Participating families were invited to donate anything associated with the lived life, to the Lived Lives Archive. Many families chose to donate stories, clothing and, controversially, images and names which revealed the identity of their deceased loved one, thus challenging the codes of confidentiality and anonymity as laid down by The Ethics and Medical Research Committee and to which Lived Lives had to adhere. The donated material became a working or “living” archive i.e. “works, which are open ended, unfinished and unfinishable” .These rooms will manifest in different forms and contexts, but will always be drawn from the donated objects. These rooms are also presented as works in progress, they are not presented as “finished” works.
Lost Portrait Gallery
The Lost Portrait Gallery consists of thirty-nine jacquard portraits of the young suicide deceased, installed in a room at exactly the height of the individual, in age order, youngest to oldest. The audience had to adjust their ‘normal’ viewing positions in order to encounter the work. The ability of cloth to speak to and move people became visible as they moved through the room and instinctively touched the work.

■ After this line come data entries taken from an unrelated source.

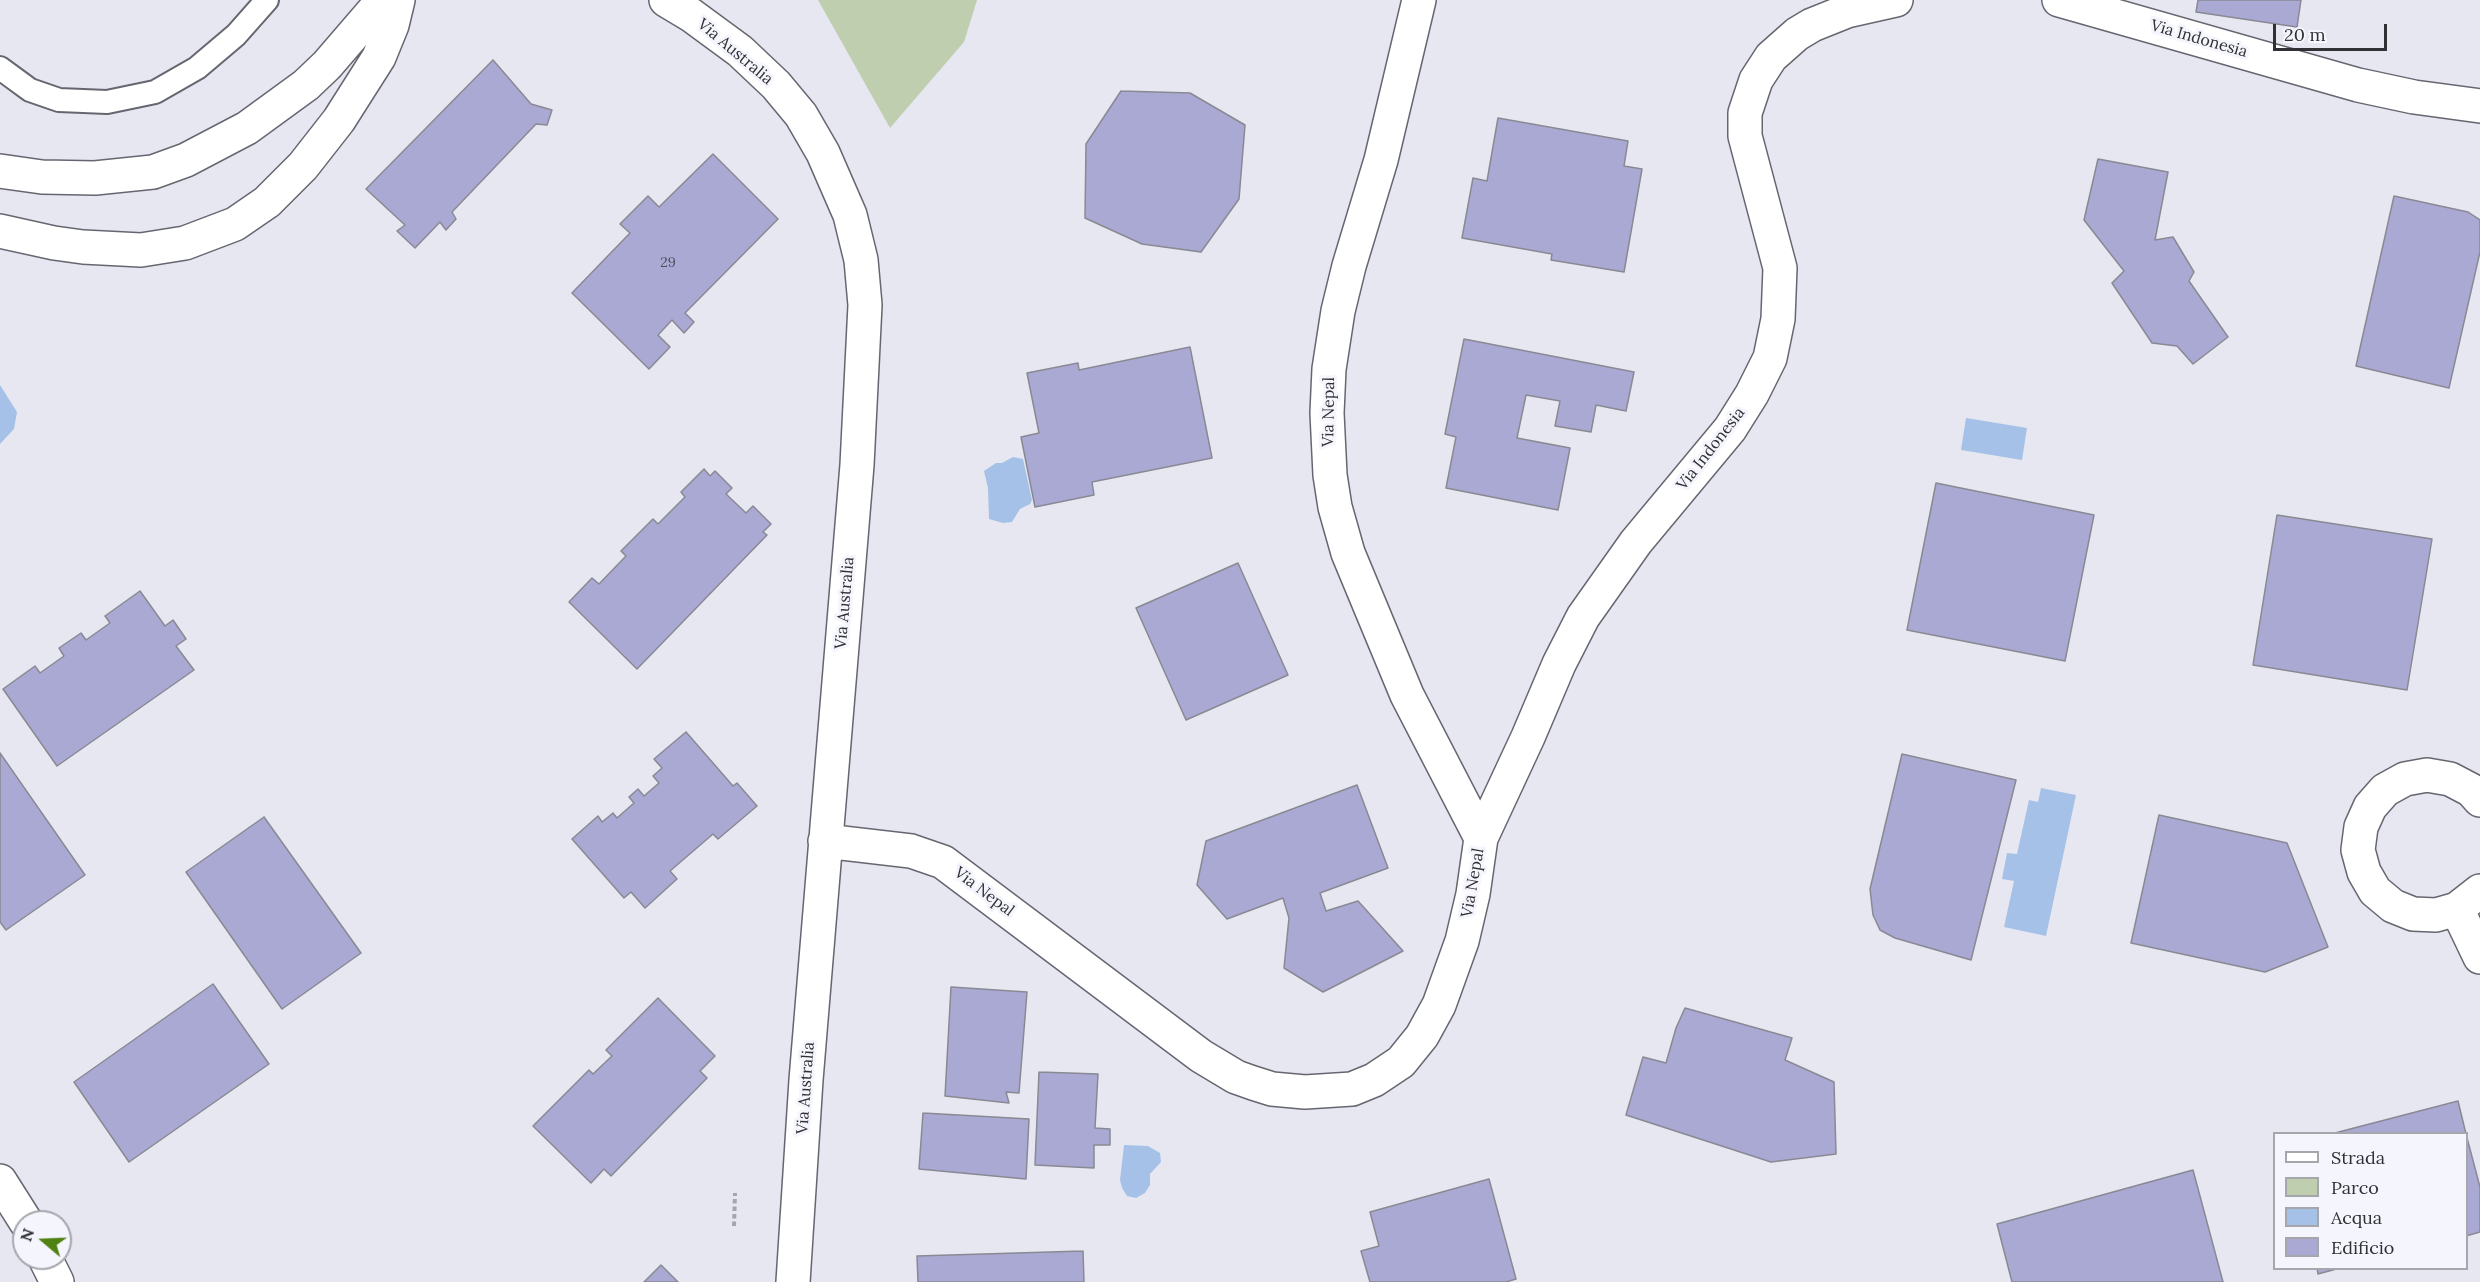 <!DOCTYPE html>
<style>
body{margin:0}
#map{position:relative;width:2480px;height:1282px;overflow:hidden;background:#e7e7f2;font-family:Lora,serif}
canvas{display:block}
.legend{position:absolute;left:2273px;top:1132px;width:195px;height:138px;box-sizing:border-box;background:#f5f5fd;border:2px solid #a6a6ad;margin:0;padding:8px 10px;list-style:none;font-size:18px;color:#303035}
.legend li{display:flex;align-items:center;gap:12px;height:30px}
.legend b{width:30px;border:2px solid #a6a6ad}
.north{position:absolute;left:12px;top:1210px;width:60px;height:60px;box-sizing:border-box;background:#f5f5fd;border:2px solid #a6a6ad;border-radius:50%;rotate:289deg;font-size:16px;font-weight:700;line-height:24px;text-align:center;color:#303035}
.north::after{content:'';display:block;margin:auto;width:21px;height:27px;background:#508113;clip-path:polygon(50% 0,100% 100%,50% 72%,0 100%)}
.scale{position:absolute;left:2273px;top:24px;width:114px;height:27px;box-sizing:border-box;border:3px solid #303035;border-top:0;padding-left:8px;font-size:18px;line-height:21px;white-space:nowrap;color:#303035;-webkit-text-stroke:4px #f5f5fd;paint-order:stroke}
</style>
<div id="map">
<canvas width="2480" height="1282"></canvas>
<ul class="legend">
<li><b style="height:8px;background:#fff"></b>Strada</li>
<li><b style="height:16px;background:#bfceae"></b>Parco</li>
<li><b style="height:16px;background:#a6c1e7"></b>Acqua</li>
<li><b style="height:16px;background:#aaa9d4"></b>Edificio</li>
</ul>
<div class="north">N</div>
<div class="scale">20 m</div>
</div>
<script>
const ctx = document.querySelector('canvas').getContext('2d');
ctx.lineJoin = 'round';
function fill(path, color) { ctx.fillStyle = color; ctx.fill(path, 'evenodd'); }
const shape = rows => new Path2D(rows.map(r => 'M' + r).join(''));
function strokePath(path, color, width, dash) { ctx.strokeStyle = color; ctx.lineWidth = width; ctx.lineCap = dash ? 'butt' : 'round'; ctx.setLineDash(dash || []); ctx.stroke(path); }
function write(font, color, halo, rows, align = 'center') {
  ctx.font = font + ' Lora,serif'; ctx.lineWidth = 6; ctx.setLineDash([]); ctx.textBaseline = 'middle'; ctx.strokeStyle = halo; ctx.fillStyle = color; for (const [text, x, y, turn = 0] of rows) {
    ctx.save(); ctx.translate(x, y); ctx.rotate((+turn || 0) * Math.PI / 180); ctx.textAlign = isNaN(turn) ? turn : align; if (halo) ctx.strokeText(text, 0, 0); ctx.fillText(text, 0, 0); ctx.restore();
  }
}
fill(shape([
 [818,0,977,0,964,42,890,128]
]), '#bfceae');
fill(shape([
 [0,385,17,412,14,429,0,444],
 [1966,418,2027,428,2022,460,1961,450],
 [1013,457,1023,459,1032,500,1030,504,1020,509,1012,522,1003,523,989,519,988,488,984,471,996,463,1002,463],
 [2041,788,2076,795,2046,936,2004,927,2014,881,2002,879,2007,853,2017,854,2029,800,2038,802],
 [1124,1145,1148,1146,1160,1153,1161,1162,1150,1174,1150,1185,1145,1193,1136,1198,1127,1196,1122,1188,1120,1180]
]), '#a6c1e7');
const building = shape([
 [2198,0,2301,0,2297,27,2196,12,2198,0],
 [493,60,531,104,552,110,547,125,536,124,452,212,456,219,446,230,440,222,415,248,397,231,405,225,366,189,493,60],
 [1121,91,1190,93,1245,125,1239,199,1201,252,1142,244,1085,218,1086,144,1121,91],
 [1498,118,1628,141,1624,166,1642,169,1624,272,1551,260,1552,254,1462,238,1473,178,1487,181,1498,118],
 [713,154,778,219,685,313,694,322,684,333,672,320,658,335,670,347,649,369,572,293,630,233,620,224,648,196,659,207,713,154],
 [2098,159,2168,172,2155,240,2173,237,2194,272,2189,281,2228,337,2193,364,2177,346,2152,343,2112,283,2124,271,2084,220,2098,159],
 [2394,196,2468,212,2480,220,2480,252,2449,388,2356,366,2394,196],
 [1464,339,1634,372,1626,411,1596,405,1591,432,1555,426,1560,401,1526,395,1517,438,1570,448,1558,510,1446,488,1456,437,1445,434,1464,339],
 [1190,347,1212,458,1092,482,1094,495,1035,507,1021,437,1039,433,1027,373,1078,363,1079,370,1190,347],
 [704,469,710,476,715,471,732,488,726,494,746,513,753,506,771,524,763,532,767,535,637,669,569,602,592,578,599,584,626,556,621,551,653,519,658,524,685,497,681,492,704,469],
 [1936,483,2094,515,2065,661,1907,630,1936,483],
 [2277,515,2432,539,2407,690,2253,665,2277,515],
 [1238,563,1288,675,1186,720,1136,608,1238,563],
 [140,591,165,626,173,620,186,639,176,646,194,670,57,766,3,689,35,666,40,673,64,656,59,648,81,633,86,640,110,623,105,616,140,591],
 [686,732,733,786,737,783,757,806,718,839,713,834,670,871,677,879,645,908,631,892,624,898,572,839,598,816,602,822,613,813,617,818,634,803,629,797,638,789,644,796,659,783,653,776,662,768,654,759,686,732],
 [0,753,85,875,6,930,0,922,0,753],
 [1902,754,2016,780,1971,960,1895,938,1880,930,1873,915,1870,889,1902,754],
 [1357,785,1388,868,1320,893,1326,911,1358,901,1403,951,1323,992,1284,968,1289,918,1283,898,1227,919,1197,885,1206,841,1357,785],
 [2159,815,2287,843,2328,947,2265,972,2131,943,2159,815],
 [264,817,361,953,282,1009,186,872,264,817],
 [213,984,269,1064,129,1162,74,1082,213,984],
 [951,987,1027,992,1019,1093,1006,1092,1009,1103,945,1096,951,987],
 [658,998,715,1056,700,1071,707,1078,611,1176,604,1169,591,1183,533,1126,589,1070,593,1074,612,1056,606,1050,658,998],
 [1685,1008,1792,1038,1785,1060,1834,1082,1836,1154,1771,1162,1626,1115,1643,1057,1666,1063,1676,1028,1685,1008],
 [1039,1072,1098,1074,1095,1128,1110,1129,1110,1145,1094,1145,1094,1168,1035,1165,1039,1072],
 [2458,1101,2466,1134,2331,1134,2458,1101],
 [923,1113,1029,1119,1026,1179,919,1169,923,1113],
 [2466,1134,2480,1187,2480,1232,2466,1236,2466,1134],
 [2193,1170,2223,1282,2012,1282,1997,1224,2193,1170],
 [1489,1179,1516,1279,1506,1282,1370,1282,1361,1251,1379,1246,1370,1212,1489,1179],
 [1083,1251,1084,1282,918,1282,917,1256,1083,1251],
 [661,1265,678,1282,644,1282,661,1265],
 [2317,1268,2340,1268,2318,1274,2317,1268]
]);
fill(building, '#aaa9d4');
strokePath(building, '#898993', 1.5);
const lane = shape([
 [0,68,30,90,59,100,107,102,155,92,197,68,236,35,267,0]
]);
const street = shape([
 [666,0,691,15,740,51,776,85,801,115,823,153,850,215,861,260,865,305,857,465,806,1080,793,1282],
 [2059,0,2358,85,2414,97,2480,106],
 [2480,800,2471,790,2450,779,2427,775,2405,779,2385,790,2370,807,2361,827,2358,850,2364,872,2375,891,2393,906,2413,914,2436,915,2457,909,2480,891],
 [1481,838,1528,737,1559,664,1583,617,1636,542,1730,429,1752,394,1770,358,1778,319,1780,268,1745,136,1745,113,1756,80,1771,57,1797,34,1812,25,1847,11,1896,0],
 [825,841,911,851,943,862,1201,1056,1236,1077,1253,1083,1272,1089,1305,1092,1352,1089,1374,1080,1401,1062,1422,1036,1439,1005,1462,941,1473,894,1481,838,1407,695,1348,553,1335,507,1330,475,1327,413,1329,369,1338,311,1349,266,1381,160,1419,0],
 [2457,909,2480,957],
 [0,1181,26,1222],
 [45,1258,57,1282]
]);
const secondary = shape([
 [0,171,42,177,95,178,153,172,186,160,247,128,306,85,327,65,383,0],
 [0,231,54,243,83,247,141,250,185,243,235,224,267,202,303,166,339,120,379,57,392,25,398,0]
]);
strokePath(lane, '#666670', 26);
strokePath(street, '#666670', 36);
strokePath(secondary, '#666670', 36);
strokePath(shape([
 [734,1226,735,1193]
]), '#a5a5ae', 4, [4.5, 3]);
strokePath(lane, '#fff', 22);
strokePath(street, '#fff', 33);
strokePath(secondary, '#fff', 33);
write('14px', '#4e4e5d', null, [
 ["29",668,263]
]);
write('16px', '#303035', '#f5f5fd', [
 ["Via Indonesia",2199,39,16],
 ["Via Australia",735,52,40],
 ["Via Nepal",1329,412,-89],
 ["Via Indonesia",1711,449,-52],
 ["Via Australia",845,603,-85],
 ["Via Nepal",1473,883,-80],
 ["Via Nepal",984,892,37],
 ["Via Australia",806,1088,-86]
]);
</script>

From Anonymity to Identity
The screening involved a three-minute film of the weaving process for the 39 grayscale portraits of the suicide deceased, with the peculiar mechanical sound emanating from the loom, a juxtaposition of sound and image, each individual portrait film being three minutes in duration. It begins with images of the jacquard loom in operation — the reeds on the digital looms, the shuttle moving back and forth, in real time. The first name and age of the deceased begins to appear, as the shuttle spindles back and forth bringing the face of the person into existence, overlaid with segments of family narrative and eventually fading away into a black screen.
From Anonymity to Identity
This work calls on the materiality of cloth and borrows its name from Peter Stallybrass. The images were produced by using a micro lens, documenting all signs of the lived experience from all the clothing donated to the Lived Lives Archive. The camera seeks out the details: tears, stains, frayed edges, and unravelled stitches. It explores the materiality of cloth and humans.